I miss living in Hanover and watching a million movies.

M. Doodle is going out of town this weekend so suddenly I'm making plans like it's the end of the world. I'm seeing RFM on Friday along with my brother, Saturday I'm gonna see "Saving Face" with RiRi and that bf of hers. Sunday I'm supposed to see Diane and Monday I'm seeing RJ and K.

What am I looking forward to doing most though? I really can't wait to get up early tomorrow morning, do laundry, read and drink coffee at Gorilla on 5th ave. I want to go to the BoGa (my stupid nickname for the Brooklyn Botanic Gardens) make soup and read on Saturday and Sunday, I want to just read. Nothing else.

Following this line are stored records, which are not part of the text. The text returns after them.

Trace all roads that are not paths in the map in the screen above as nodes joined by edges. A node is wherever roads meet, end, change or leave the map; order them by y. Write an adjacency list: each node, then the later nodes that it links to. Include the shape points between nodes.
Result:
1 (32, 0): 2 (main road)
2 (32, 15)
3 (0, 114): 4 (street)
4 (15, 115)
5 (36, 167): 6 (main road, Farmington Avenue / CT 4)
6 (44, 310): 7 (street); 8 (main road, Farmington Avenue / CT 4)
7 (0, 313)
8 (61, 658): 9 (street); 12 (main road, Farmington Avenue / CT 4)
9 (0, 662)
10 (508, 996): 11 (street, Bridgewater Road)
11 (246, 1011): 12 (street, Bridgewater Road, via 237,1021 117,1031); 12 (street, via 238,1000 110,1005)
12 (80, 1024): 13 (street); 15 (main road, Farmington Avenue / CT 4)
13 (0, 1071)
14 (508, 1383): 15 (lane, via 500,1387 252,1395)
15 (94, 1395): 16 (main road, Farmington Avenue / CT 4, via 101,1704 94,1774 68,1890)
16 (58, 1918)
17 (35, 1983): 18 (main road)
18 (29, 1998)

Why am I so anti-social? I don't know if it's really a desire to be alone so much as it's an overwhelming thirst to read. I am just craving time alone with words. It's amazing how desire can multiply like this.

And on top of that, I really want the contrast of cinema. It's like the hot fudge in my sundae. It gives the cool a deep kick. It's way too expensive to start seeing movies even weekly in NYC so I need to start venturing out into video again. Even though I get distracted so easily with video. I flip through magazines, start knitting, leave the room, etc. But maybe I will begin focusing again. Who knows.

Woody Allen life

after watching "hannah and her sisters" at MoMA this evening with joe and helene, joe turns to me and helene and says, "THAT was my very first Woody Allen movie!"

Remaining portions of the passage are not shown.